A quick look at yesterday: after dipping down to $74.77, WTI crude regained earlier losses, closing higher at $76.68 per barrel.
Uptick comes while some more positive signs for West Texas crude are out as United States Non Farm Payrolls beat the 205,000 projections, with 311,000.
On the flip side, United States Unemployment Rate published yesterday at 13:30 UTC came out at 3.6, falling short of the 3.4 projections and continuing its decline from the previous 3.4 figure.
At the same time, United States CFTC Gold speculative net positions released yesterday at 20:30 UTC with a figure of 107,100, while the previous figure was 128,800.
Crude Oil made an initial breakout above its 3 day Simple Moving Average at $76.61, a potential indicator of a newly emerging bullish phase. Price action remains constrained around the key Fibonacci level of $76.53 currently serving as resistance West Texas crude's lower Bollinger Band® is at $74.04, indicating that the market is oversold and fertile for new buyers. In contrast, WTI crude could be slowing down soon as it approaches resistance at $77.5. Of course, crossing it might suggest further gains are ahead.
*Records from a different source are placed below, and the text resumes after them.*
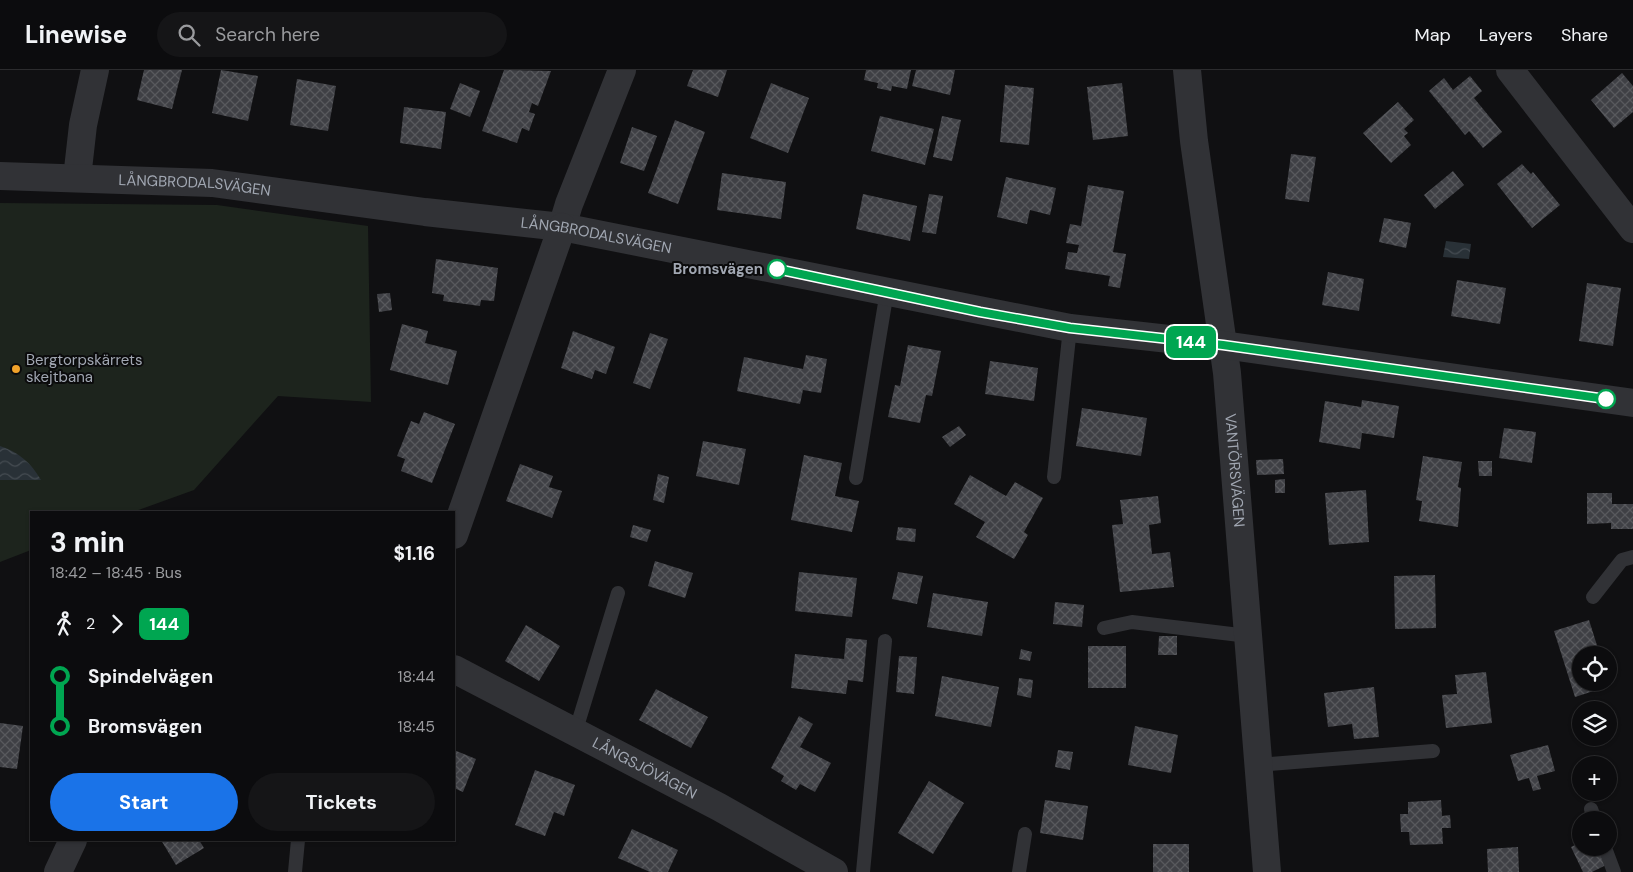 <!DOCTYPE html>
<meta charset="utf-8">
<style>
:root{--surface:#0c0c0e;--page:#151517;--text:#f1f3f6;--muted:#9a9b9e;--line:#2c2c2e;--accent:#1a73e8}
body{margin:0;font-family:"DM Sans",sans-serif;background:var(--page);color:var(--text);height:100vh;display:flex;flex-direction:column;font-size:19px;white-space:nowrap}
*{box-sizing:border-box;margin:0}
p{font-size:16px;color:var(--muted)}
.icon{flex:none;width:28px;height:28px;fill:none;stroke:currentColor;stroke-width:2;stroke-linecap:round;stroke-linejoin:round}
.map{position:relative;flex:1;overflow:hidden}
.drawer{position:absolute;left:30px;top:441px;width:425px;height:330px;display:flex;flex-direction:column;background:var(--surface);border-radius:0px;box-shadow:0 1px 4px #0004,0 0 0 1px var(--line)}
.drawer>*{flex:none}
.badge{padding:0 10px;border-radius:8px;font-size:18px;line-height:32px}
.buttons{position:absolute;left:1572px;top:576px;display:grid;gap:10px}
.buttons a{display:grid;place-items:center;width:45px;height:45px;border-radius:50%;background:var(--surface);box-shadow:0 1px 4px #0004,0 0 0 1px var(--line);font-size:25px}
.map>.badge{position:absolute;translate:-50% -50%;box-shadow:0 0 0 2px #fff}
.legs{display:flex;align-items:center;gap:8px;height:55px;padding:0 20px;font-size:16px}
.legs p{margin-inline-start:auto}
.summary{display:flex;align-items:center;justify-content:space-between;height:85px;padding:0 20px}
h1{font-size:28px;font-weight:700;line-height:38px}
.primary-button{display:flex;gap:10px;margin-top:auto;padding:10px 20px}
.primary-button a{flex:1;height:58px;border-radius:30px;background:var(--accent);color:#fff;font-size:20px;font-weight:700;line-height:58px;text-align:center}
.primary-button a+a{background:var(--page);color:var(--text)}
ul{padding:0 20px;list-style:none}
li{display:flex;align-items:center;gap:18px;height:50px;font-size:19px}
li i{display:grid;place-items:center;width:8px;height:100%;margin:0 6px;background:currentColor}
li i::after{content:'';width:12px;height:12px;margin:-6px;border:4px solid;border-radius:50%;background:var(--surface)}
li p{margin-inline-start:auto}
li:first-child i{background:linear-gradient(#0000 50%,currentColor 0)}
li:last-child i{background:linear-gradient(currentColor 50%,#0000 0)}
header{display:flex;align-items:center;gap:30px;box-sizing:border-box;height:70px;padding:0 25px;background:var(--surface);border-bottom:1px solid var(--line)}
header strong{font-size:24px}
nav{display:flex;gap:28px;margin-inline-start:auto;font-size:18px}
.search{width:350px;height:45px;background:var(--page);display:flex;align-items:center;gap:12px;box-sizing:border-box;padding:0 18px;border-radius:28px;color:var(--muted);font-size:19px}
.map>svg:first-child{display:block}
.green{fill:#1d241d}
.water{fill:url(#water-waves)}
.building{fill:url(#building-cross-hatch)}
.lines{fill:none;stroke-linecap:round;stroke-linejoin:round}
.service{stroke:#313236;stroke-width:14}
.minor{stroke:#313236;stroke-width:28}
.tertiary{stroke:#313236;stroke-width:28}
.line-1-casing{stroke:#fff;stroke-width:11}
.line-1{stroke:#00a651;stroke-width:8}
.stop-1-dot{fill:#fff;stroke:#00a651;stroke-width:2.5}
.poi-dot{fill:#f0a22a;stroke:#0b0b0c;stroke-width:2}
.labels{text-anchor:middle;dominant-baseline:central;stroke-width:4;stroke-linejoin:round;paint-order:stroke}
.street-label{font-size:15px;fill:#a1a7b2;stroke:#0b0b0c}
.stop-label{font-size:15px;font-weight:bold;fill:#a1a7b2;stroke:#0b0b0c;text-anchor:end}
.poi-label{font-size:15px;fill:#a1a7b2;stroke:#0b0b0c;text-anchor:start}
</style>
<header>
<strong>Linewise</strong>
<div class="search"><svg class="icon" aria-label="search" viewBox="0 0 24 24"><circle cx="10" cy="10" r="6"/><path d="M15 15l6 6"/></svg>Search here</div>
<nav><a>Map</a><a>Layers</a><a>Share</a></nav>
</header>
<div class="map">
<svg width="1633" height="802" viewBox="0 0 1633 802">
<defs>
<pattern id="water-waves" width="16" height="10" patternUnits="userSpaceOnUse" patternTransform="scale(1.25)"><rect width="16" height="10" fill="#293137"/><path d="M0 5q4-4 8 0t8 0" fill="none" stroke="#454c52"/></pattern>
<pattern id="building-cross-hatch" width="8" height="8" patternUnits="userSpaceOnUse" patternTransform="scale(1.25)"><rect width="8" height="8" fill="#3f4045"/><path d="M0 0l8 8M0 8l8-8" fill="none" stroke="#58595d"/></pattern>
</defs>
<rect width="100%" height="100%" fill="#101012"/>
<path class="green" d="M0,133L217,135L368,156L371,332L278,326L194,420L133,442H31V480L0,492Z"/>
<path class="water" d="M1446,171L1471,174L1469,189L1443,187Z
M0,376C19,382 31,393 41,410H0Z"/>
<path class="building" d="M144,0H182L172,39L137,30Z
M221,0L258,6L248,51L212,43Z
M504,0L551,1L538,36L532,33L529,42L535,44L529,61L522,58L517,73L482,61Z
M693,0H727L718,27L687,16Z
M866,0H911L907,19L892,16L891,21L877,18L878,13L864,10Z
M916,0H955L950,25L912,16Z
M1622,3L1633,16V42L1614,58L1591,30Z
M1470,6L1482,21L1474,28L1502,62L1483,78L1469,61L1465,65L1429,21L1444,8L1453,20Z
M297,9L336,16L328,61L290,55Z
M460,13L480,21L470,47L450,39Z
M771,13L809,28L788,83L750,68Z
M1122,13L1128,66L1093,70L1087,17Z
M1005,15L1034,18L1029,75L1000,72Z
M1398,32L1414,50L1404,59L1408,63L1404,66L1411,75L1391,93L1363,63Z
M404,37L446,42L441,79L400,73Z
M880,46L934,59L925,95L871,81Z
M942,46L961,50L952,91L933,87Z
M675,50L705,62L678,134L648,123Z
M632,57L657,66L644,101L620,93Z
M1291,84L1316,87L1309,132L1285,129Z
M1522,94L1531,104L1533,102L1560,135L1532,158L1497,114Z
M1453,101L1464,115L1435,139L1424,125Z
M722,103L786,112L781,149L717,140Z
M1006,107L1056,118L1050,145L1030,140L1027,154L997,147Z
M1088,115L1124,121L1113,182L1126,184L1120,218L1108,216L1110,206L1065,199L1068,182L1077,183L1079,175L1066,173L1070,154L1081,156Z
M863,124L917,136L910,171L856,159Z
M929,124L943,126L936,164L922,162Z
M1384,148L1411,153L1406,178L1379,172Z
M436,189L498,198L494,231L481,230L480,236L443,231L444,225L432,223Z
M1328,202L1364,209L1359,241L1322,235Z
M1457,210L1506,218L1500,254L1451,246Z
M1587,213L1621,218L1613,276L1579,271Z
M390,223L392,240L379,242L377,224Z
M402,254L428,261L425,273L457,281L448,315L390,300Z
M573,261L615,277L606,304L595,300L592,309L561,298Z
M650,263L668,269L650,319L633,313Z
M908,275L941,281L932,326L926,325L920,353L888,347L895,315L900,316Z
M806,285L827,289L821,323L803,320L800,334L737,321L744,287L803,299Z
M990,291L1038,298L1034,331L985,324Z
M1362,330L1399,336L1394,368L1362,363L1360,379L1319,372L1325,331L1361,337Z
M1082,338L1147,348L1141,386L1076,376Z
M424,342L455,354L432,413L401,401L405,389L397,386L411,351L419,354Z
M959,356L966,365L950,377L942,367Z
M1504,358L1536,362L1532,393L1499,388Z
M703,371L746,379L739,415L696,406Z
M804,385L842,393L835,426L859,431L852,462L791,450Z
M1423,386L1462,392L1458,417L1461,418L1458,457L1419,451L1422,431L1416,430Z
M1283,389L1284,404L1257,405L1256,390Z
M1478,391H1492V406H1479Z
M520,394L553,406L549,417L562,421L552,448L506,431Z
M658,404L669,407L664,433L653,430Z
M970,405L1006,426L1015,412L1043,428L1024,462L1028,465L1014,489L976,467L985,452L954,434Z
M1285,409V423H1275V410Z
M1366,420L1369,472L1329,475L1325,423Z
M1587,423H1612V434H1633V459H1611V453L1587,454Z
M1158,426L1161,453L1149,455L1152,484L1170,482L1174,517L1120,522L1112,455L1123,454L1120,430Z
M633,455L651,460L647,472L630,467Z
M898,457L916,459L915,472L896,470Z
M655,491L693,503L685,528L648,516Z
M799,502L857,508L852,547L795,541Z
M898,502L923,506L917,534L892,529Z
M1435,505L1436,558L1395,559L1394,506Z
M933,523L988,532L982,566L927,557Z
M1055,532L1084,535L1082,557L1053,554Z
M1589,550L1600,585H1581V612H1608L1609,616L1575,627L1554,561Z
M526,555L560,576L539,611L505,591Z
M1159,566H1177V585H1158Z
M846,568L867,570L863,612L848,610L846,624L791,618L795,584L844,589Z
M1088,576H1126V618H1088Z
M1021,579L1032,582L1030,591L1019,589Z
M899,586L917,587L914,624L896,622Z
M1486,602L1492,653L1446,658L1442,625L1457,624L1455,605Z
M942,606L999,617L991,657L935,646Z
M1019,608L1033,610L1031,628L1017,625Z
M1374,617L1379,667L1354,669L1352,654L1328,657L1324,623Z
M656,619L708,647L691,678L639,650Z
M799,646L813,654L800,677L831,693L815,722L800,714L796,720L781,711L784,706L771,698Z
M0,653L23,656L17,699L0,697Z
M1135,656L1178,665L1171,703L1128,695Z
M1548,675L1555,701L1537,706L1541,719L1533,721L1529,708L1518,711L1510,685Z
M454,680L476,689L463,722L454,718Z
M1058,680L1073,682L1070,700L1055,697Z
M535,700L575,715L564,746L554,742L545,766L515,755Z
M929,711L964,733L933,784L898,763Z
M1045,730L1088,736L1083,770L1040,763Z
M1441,730L1442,746L1450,745L1451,758H1442L1443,774L1410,775L1409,762H1401L1400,744H1408V732Z
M632,759L678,780L668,802H650L618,788Z
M161,770H199L204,778L176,795Z
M1581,772V778H1597L1606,795L1592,802H1583L1571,777Z
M1153,774H1189V802H1153Z
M1518,777L1519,802H1488L1487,779Z"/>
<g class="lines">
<path class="service" d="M1054,407L1070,258
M856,408L887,221
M1593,527L1622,490L1633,487
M1104,558L1132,552L1248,566
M575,663L618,523
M1258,695L1433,681
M1591,739L1595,750
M1605,778L1614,802
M295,802L298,770
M863,802L885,571
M1019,802L1025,764"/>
<g class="minor">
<path d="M1510,0L1633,159"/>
<path d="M77,108L83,55L95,0"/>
<path d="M562,157L569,134L622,0"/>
<path id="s1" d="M1223,275L1227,303L1267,802"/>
<path id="s2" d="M454,599L719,737L834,802"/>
</g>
<g class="tertiary">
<path d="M1187,0L1194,71L1223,275"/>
<path id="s3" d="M0,106L212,113L425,142L562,157L1070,258L1223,275L1633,333"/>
<path d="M454,465L562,157"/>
<path d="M58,802L73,770"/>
</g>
</g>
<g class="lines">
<g class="line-1-casing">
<path id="line-1" d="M777,199L980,242L1070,258L1223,275L1606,329"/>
</g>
<use href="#line-1" class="line-1"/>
</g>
<g class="stop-1-dot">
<circle cx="777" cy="199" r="9"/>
<circle cx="1606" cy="329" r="9"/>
</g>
<circle class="poi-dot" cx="16" cy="299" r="5"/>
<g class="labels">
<g class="street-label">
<text stroke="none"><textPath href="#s3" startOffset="195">LÅNGBRODALSVÄGEN</textPath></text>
<text stroke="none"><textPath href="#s3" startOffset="600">LÅNGBRODALSVÄGEN</textPath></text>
<text stroke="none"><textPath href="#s1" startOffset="126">VANTÖRSVÄGEN</textPath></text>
<text stroke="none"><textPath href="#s2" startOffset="215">LÅNGSJÖVÄGEN</textPath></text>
</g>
<g class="stop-label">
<text x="763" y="199">Bromsvägen</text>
</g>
<g class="poi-label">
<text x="26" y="290">Bergtorpskärrets<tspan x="26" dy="17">skejtbana</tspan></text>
</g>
</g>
</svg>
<div class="buttons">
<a><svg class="icon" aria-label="locate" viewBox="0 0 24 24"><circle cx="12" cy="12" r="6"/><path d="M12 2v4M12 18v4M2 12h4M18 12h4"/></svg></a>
<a><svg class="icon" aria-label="layers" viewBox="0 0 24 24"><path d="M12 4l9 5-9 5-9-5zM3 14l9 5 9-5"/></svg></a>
<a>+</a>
<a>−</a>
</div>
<b class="badge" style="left:1191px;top:272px;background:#00a651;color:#fff">144</b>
<section class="drawer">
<div class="summary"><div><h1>3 min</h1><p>18:42 – 18:45 · Bus</p></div><b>$1.16</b></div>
<div class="legs"><svg class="icon" aria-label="walk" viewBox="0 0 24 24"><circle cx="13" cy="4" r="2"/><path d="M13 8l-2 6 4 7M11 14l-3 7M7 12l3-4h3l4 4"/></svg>2<svg class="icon" aria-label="forward" viewBox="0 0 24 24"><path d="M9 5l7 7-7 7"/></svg><b class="badge" style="background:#00a651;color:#fff">144</b></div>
<ul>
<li><i style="color:#00a651"></i><b>Spindelvägen</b><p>18:44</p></li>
<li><i style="color:#00a651"></i><b>Bromsvägen</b><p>18:45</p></li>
</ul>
<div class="primary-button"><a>Start</a><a>Tickets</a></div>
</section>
</div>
Following today's unexpected gains, extensive multifactorial technical analysis forecasts US crude oil to buck against its prevailing downtrend and begin to turn higher in the short term. With all probabilities considered, the WTI crude is expected to pick up significant bullish sentiment in the coming days.
This rally in US crude oil's price coincides with other Energy as Heating Oil jumps 4.22% yesterday and closed at $2.67. Brent Crude Oil went up by 1.4% yesterday, and closed at $82.73.
At the same time, Natural Gas lost 4.21% yesterday and closed at $2.54.
Having soared to a high of $122.09 approximately 9 months ago, US crude oil is now trading 37.98% lower.